One of the primary reasons to use a prostitute was that the sexual services offered were more exciting, adventurous, and varied than what was expected of a wife or even of a discreet lover. An example of this proficiency in described in Achilles Tatius’ novel,
Leucippe and Clitophon.
Clitophon, stating that his experience ‘has been restricted to commercial transactions with women of the street,’ graphically describes that experience:

When the sensations named for Aphrodite are mounting to their peak, a woman goes frantic with pleasure; she kisses with mouth wide open and thrashes about like a mad woman. Tongues all the while overlap and caress, their touch like passionate kisses within kisses … When a woman reaches the very goal of Aphrodite’s actions, she instinctively gasps with that burning delight, and her gasp rises quickly to the lips with the love breath, and there it meets a lost kiss … (
Leucippe and Clitophon
2.37/Winkler)

Along these lines, I can also point to the prospective contractor of the services of the courtesan in Plautus’
Comedy of Asses
(788): when the lamp is extinguished, she is, he insists, to be ‘lively.’

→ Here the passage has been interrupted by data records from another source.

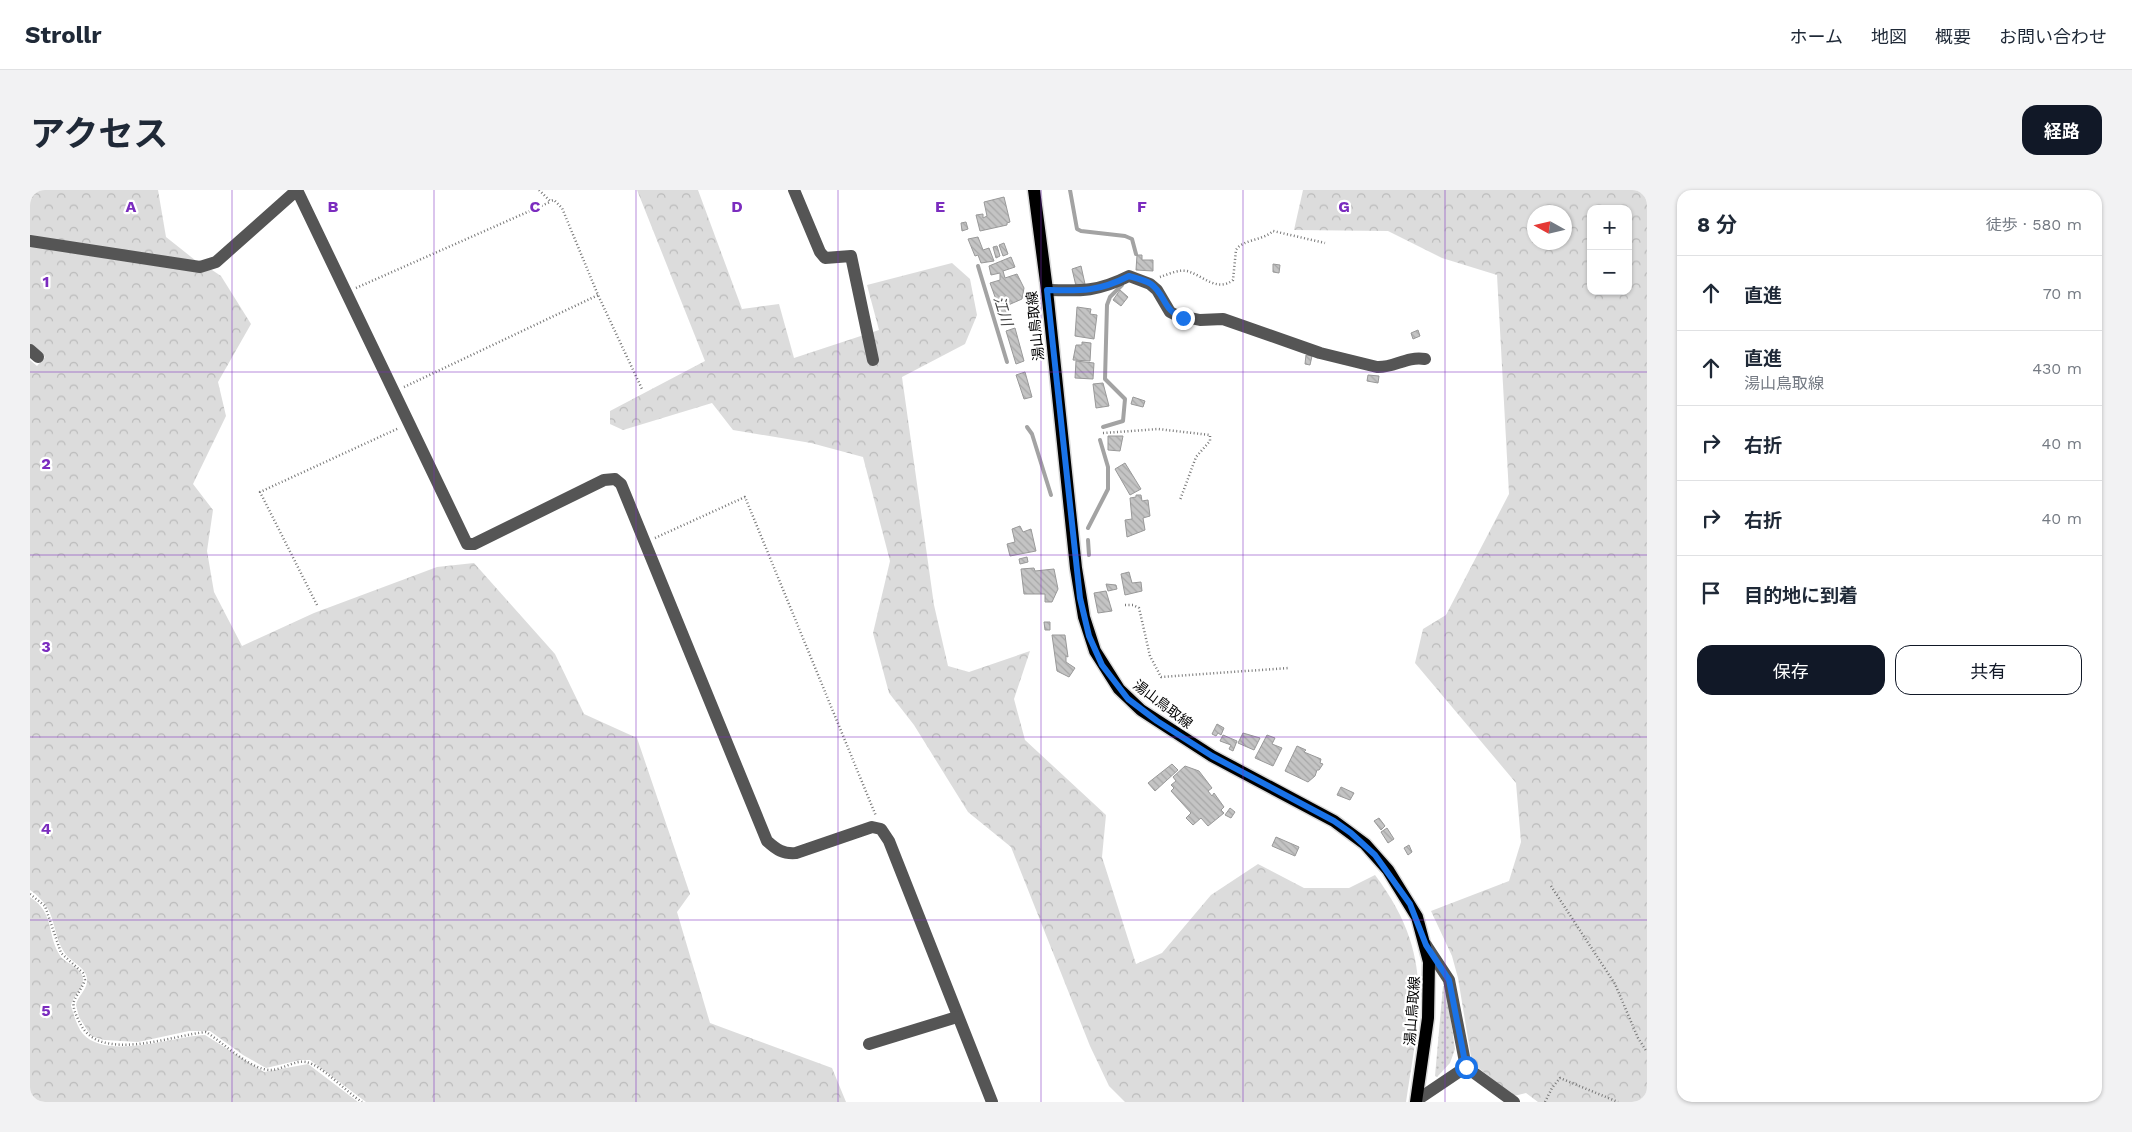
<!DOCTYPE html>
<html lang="ja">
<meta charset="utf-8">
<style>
:root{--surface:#fff;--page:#f2f2f3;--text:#1f2937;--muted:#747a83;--line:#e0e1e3;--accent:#111827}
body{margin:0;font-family:"Work Sans","Noto Sans JP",sans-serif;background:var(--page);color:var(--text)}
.controls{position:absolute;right:15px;top:15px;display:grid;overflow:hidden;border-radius:10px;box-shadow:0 1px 4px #0004}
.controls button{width:45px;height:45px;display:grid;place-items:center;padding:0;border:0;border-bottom:1px solid var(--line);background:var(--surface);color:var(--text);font:25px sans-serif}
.compass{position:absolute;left:1497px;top:15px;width:45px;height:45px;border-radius:50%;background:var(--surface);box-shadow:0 1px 4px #0004;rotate:278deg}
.stop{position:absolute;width:15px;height:15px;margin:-11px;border:4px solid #1a73e8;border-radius:50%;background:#fff}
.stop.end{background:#1a73e8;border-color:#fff;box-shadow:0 1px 5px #0008}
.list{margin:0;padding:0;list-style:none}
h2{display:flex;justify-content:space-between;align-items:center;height:65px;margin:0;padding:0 20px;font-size:21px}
h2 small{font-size:16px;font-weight:400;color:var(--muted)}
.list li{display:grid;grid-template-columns:32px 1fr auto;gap:15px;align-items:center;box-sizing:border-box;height:75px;padding:0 20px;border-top:1px solid var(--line)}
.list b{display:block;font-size:19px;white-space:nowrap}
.list p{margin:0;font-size:16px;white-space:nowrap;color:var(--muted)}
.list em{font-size:16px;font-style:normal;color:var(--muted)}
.actions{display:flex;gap:10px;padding:15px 20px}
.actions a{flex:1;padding:11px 0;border:1px solid var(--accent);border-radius:15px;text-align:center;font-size:18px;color:var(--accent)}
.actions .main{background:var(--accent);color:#fff}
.icon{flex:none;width:28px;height:28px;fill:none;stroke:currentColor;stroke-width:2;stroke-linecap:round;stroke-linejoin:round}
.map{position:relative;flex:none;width:1617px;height:912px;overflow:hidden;border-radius:15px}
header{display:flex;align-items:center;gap:30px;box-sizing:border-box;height:70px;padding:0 25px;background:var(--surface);border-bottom:1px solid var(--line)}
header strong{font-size:24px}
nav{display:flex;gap:28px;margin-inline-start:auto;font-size:18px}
.intro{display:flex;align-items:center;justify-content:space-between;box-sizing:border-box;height:120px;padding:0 30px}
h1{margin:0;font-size:35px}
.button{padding:12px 22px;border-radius:15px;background:var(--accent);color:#fff;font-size:18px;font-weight:700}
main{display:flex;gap:30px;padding:0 30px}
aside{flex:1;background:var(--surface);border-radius:15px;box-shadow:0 1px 4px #0004}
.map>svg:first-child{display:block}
</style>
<header>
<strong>Strollr</strong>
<nav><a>ホーム</a><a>地図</a><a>概要</a><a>お問い合わせ</a></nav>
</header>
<div class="intro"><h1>アクセス</h1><a class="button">経路</a></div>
<main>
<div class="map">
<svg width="1617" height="912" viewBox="0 0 1617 912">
<defs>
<pattern id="grass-dots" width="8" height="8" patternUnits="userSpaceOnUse" patternTransform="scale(1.25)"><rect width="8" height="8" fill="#dcdcdc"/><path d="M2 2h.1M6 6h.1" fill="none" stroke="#bbb" stroke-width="1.8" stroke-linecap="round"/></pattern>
<pattern id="forest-crowns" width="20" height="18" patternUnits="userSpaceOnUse" patternTransform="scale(1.25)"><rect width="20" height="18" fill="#dcdcdc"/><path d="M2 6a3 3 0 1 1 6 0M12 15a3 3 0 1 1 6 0" fill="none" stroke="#bbb"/></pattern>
<pattern id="building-back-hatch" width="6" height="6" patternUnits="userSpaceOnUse" patternTransform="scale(1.25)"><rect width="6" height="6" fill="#c4c4c4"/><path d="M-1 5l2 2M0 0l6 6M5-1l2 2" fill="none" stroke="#a7a7a7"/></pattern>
</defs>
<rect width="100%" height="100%" fill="#fff"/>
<!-- grass -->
<path fill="url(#grass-dots)" d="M1413 796H1416L1425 859 1420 873 1407 887 1405 886Z"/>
<!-- forest -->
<g fill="url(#forest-crowns)" fill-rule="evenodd">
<path d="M0 0H128L136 47 170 74 0 49Z"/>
<path d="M607 0H668L712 119 749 114 764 168 849 140 837 95 922 73 940 89 947 125 935 154 872 187 904 415 918 476 939 482 1000 461 984 509 995 550 1076 625 1072 667 1106 774 1132 763 1181 705 1228 674 1274 698H1319L1345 685C1405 765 1390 820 1376 912H1095L1079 896 1060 856 981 657 938 622 884 535 859 503 843 443 860 371 833 267 781 253 703 240 682 213 593 240 580 234V221L675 171Z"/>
<path d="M1273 0H1617V912H1508L1496 903 1484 906 1442 873 1428 788 1422 766 1401 721 1479 691 1491 652 1486 593 1385 473 1393 439 1416 425 1479 304 1467 85 1412 68 1358 41 1264 40ZM1561 19H1598V101H1561ZM1504 22H1534V52H1504Z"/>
<path d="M0 55 179 78 191 86 221 134 188 192 196 226 163 294 183 320 177 361 184 402 212 456 284 423 407 377 444 373 525 464 554 524 607 548 660 704 647 722 680 833 802 878 816 912H336L280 870H270L236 878 213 865 180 841H159L108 852 74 850 61 846 49 827 46 815C47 807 56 801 57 792 59 778 40 772 34 762 19 736 29 721 0 700V170L7 176 15 167 0 154Z"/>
<path d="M0 707C26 724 16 746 31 767 37 774 51 777 53 788 54 799 42 806 41 816 44 825 47 837 53 844 78 871 144 846 175 845L234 882 278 874 328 912H0Z"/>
</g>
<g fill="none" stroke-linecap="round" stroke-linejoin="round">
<!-- stream -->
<g stroke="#a3a3a3" stroke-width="4">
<path d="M1040 0 1047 39 1051 41 1095 46 1102 49 1106 64"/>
<path d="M948 76 977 172"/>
<path d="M997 237 1002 244 1021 305"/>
<path d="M1073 237 1093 231 1095 209 1075 189 1077 115 1080 107 1092 95"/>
<path d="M1058 338 1078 299V277L1070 250"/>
<path d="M1058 350 1059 365"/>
</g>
</g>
<!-- building -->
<g fill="url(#building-back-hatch)" stroke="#999">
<path d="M974 7 980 32 977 33V35L950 41 946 25 953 24V28L957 26 954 12Z"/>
<path d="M936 32 938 39 932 41 931 33Z"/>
<path d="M948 47 953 60 959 58 964 71 951 73 948 65 945 66 938 49Z"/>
<path d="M974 53 978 64 973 66 969 55Z"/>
<path d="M967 56 970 66 966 68 963 57Z"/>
<path d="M1107 65H1112V70H1123V81L1106 80Z"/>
<path d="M981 67 985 77 973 81 975 88 987 84 994 98 992 109 976 116 979 123 972 126 960 93 970 90V83L961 85 959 76Z"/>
<path d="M1243 74 1250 75 1249 83 1243 82Z"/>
<path d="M1051 76 1055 94 1046 96 1042 79Z"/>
<path d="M1090 100 1098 107 1091 116 1083 110Z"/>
<path d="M1047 117 1061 119 1060 124 1067 125 1064 149 1045 146Z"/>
<path d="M985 138 994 171 986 174 976 141Z"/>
<path d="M1388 140 1390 146 1383 149 1381 143Z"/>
<path d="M1052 152 1061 153 1060 171 1043 170 1046 155H1052Z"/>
<path d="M1276 165 1282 166 1280 175 1275 174Z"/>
<path d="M1046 171 1064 173 1063 189 1045 188Z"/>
<path d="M995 182 1002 207 994 209 986 185Z"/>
<path d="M1338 185 1349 186 1348 193 1337 191Z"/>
<path d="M1073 193 1079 216 1066 218 1063 194Z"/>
<path d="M1103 207 1115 211 1113 217 1101 214Z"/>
<path d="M1078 246H1093L1090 261 1078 260Z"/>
<path d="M1095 273 1111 299 1100 305 1085 279Z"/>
<path d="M1106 305H1111L1112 311 1118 310 1120 326 1113 328 1115 340 1097 347 1095 330 1102 329 1100 308 1106 307Z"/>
<path d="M990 336 993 342 1001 339 1006 361 980 366 977 354 985 352 982 339Z"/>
<path d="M997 367 998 372 990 374 989 369Z"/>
<path d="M1004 378 1005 381 1024 379 1028 399 1022 412H1015V404H994L991 379Z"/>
<path d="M1099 382 1102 393 1111 392 1112 401 1095 405 1091 384Z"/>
<path d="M1076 394 1086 395 1087 399 1078 401Z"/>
<path d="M1076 401 1082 421 1068 423 1064 403Z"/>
<path d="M1014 432H1020V440H1015Z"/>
<path d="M1022 445H1035L1038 467 1036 466V472L1045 478 1039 487 1027 481Z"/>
<path d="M1187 534 1194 538 1191 545 1188 543 1186 546 1182 544Z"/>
<path d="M1213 543 1230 548 1224 560 1208 553Z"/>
<path d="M1193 545 1207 551 1203 561 1199 559 1201 555 1190 551Z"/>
<path d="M1237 545 1245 548 1242 554 1252 558 1243 576 1225 568Z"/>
<path d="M1267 556 1276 560 1274 562 1291 569 1290 573 1293 574 1289 580H1287L1285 586 1278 592 1255 581Z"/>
<path d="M1142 574 1148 580 1125 601 1118 593Z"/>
<path d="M1155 576 1169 581 1182 598 1178 601 1182 606 1184 603 1194 617 1191 620 1194 623 1178 636 1171 628 1163 635 1156 628 1161 623 1141 601 1144 598 1141 595 1146 591 1143 587Z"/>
<path d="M1311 597 1324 603 1320 610 1307 605Z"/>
<path d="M1200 618 1205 622 1201 628 1195 625Z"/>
<path d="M1349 628 1355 636 1351 640 1344 631Z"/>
<path d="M1357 638 1364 649 1358 653 1351 642Z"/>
<path d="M1246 647 1269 657 1265 666 1242 656Z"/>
<path d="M1379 655 1382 662 1378 665 1374 658Z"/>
</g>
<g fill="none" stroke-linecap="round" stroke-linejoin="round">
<defs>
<path id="major" d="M1004 0 1017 100 1046 378 1054 427 1065 461 1089 499 1111 520 1182 566 1304 631 1335 654 1358 680 1387 727 1399 772 1398 828 1386 912"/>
</defs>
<!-- major casing -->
<use href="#major" stroke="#dbdbdb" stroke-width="15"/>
<!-- path -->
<g stroke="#777" stroke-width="2.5" stroke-dasharray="1 2.5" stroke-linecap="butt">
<path d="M509 0 520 11 524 10 532 18 568 105 612 199"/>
<path d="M1130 87C1139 84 1151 78 1160 82 1174 87 1188 102 1203 90L1206 60C1213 49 1232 51 1243 41L1295 53"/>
<path d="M326 98 520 12"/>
<path d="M374 197 568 105"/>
<path d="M1073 243 1128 239 1180 245V251L1166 267 1150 310"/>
<path d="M625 348 715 307 846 626"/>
<path d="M287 415 230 302 369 238"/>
<path d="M1095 415H1103L1109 418 1120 466 1131 487 1259 478"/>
<path d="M1521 696 1585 794 1608 848 1617 862"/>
<path d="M0 704 15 716 31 763 53 783 55 790C52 798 47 804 44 811 42 818 47 827 50 833 69 874 143 845 176 842 194 853 221 881 242 880 253 879 265 870 276 872 292 875 316 902 332 912"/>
<path d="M1515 912 1522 898 1530 888 1588 912"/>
</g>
<!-- minor -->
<g stroke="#555" stroke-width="12">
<path d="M764 0 790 62 795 68 821 66 843 170"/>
<path d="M0 51 170 77 186 72 267 0 437 354H444L574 290 585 289 591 294 737 651C747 660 753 664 766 663L842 637 851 639 859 651 962 912"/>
<path d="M1017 100C1051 101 1067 102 1099 86L1120 94 1127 100 1140 122 1146 125 1170 130 1193 129 1290 163 1347 177C1364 178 1376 166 1395 169"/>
<path d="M0 160 8 167"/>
<path d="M1396 755 1419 790 1436 877"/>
<path d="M839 854 927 827"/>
<path d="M1436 877 1484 912"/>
<path d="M1387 910 1436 877"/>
</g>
<!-- major -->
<use href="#major" stroke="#000" stroke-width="12"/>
</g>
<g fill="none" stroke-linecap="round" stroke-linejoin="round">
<!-- route -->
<path stroke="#1a73e8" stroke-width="6" d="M1153 128C1133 121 1136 105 1121 94 1115 90 1106 88 1099 86 1068 102 1050 101 1017 100L1050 408 1059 446 1072 475 1098 509 1127 531 1182 566 1304 631 1321 643 1345 665 1380 714 1396 755 1419 790 1436 877"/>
</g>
<!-- grid -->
<path fill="none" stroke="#7b2cbf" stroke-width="1" stroke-opacity="0.55" d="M202 0V912M404 0V912M606 0V912M808 0V912M1011 0V912M1213 0V912M1415 0V912M0 182H1617M0 365H1617M0 547H1617M0 730H1617"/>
<g text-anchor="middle" stroke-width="4.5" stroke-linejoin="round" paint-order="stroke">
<!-- street labels -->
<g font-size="14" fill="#000" stroke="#fff">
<text transform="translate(1005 136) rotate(-96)" y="5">湯山鳥取線</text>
<text transform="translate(1133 514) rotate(37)" y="5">湯山鳥取線</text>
<text transform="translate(1382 821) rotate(-86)" y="5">湯山鳥取線</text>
</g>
<!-- water labels -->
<g font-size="15" font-style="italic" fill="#444" stroke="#fff">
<text transform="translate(973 121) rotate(73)" y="5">江川</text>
</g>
</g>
<g font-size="16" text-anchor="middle" font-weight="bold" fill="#7b2cbf" stroke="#fff" stroke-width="4.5" stroke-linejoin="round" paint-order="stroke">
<text x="101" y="22">A</text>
<text x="303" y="22">B</text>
<text x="505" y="22">C</text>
<text x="707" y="22">D</text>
<text x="910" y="22">E</text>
<text x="1112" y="22">F</text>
<text x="1314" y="22">G</text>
<text x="16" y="97">1</text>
<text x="16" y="279">2</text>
<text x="16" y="462">3</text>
<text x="16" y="644">4</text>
<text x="16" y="826">5</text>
</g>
</svg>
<div class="controls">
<button>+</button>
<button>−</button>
</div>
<svg class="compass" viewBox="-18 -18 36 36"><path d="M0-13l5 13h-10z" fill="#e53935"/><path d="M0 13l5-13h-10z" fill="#747a83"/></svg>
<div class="stop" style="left:1436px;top:877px"></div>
<div class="stop end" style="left:1153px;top:128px"></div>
</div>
<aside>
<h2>8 分<small>徒歩 · 580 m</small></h2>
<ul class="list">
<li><svg class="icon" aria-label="ahead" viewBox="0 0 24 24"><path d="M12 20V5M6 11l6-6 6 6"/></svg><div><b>直進</b></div><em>70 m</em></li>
<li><svg class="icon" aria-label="ahead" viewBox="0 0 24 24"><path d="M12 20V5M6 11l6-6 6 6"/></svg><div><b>直進</b><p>湯山鳥取線</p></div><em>430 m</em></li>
<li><svg class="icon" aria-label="right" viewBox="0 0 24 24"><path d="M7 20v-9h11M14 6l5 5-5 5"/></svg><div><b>右折</b></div><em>40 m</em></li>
<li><svg class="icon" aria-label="right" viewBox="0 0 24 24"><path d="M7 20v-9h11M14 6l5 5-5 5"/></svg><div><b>右折</b></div><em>40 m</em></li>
<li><svg class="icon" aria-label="arrive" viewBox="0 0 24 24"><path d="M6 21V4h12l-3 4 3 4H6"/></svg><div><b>目的地に到着</b></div></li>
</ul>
<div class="actions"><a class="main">保存</a><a>共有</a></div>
</aside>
</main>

Erotic art from Pompeii offers graphic examples of what a prostitute had to offer. In particular, sex acts that were seen in the general culture as polluting were on display. Fellatio and cunnilingus – there are also decorated lamps combining the two into the ‘69’ position – both involved the mouth and were considered unclean and degrading in the extreme to judge by numerous insulting remarks abounding in elite literature and in graffiti. Another sex act displayed is intercourse from the rear-entry position. But exactly for the reason that these enticing acts were forbidden to ‘nice girls,’ they were probably available for sale to willing buyers. A word of caution is needed, however. Scenes in paintings and on lamps that depict ‘unnatural acts’ (as Artemidorus would put it), i.e. oral sex, are in fact rare. And many such erotic scenes may be intended at least as much to display the female body as to catalog possible sex acts with prostitutes.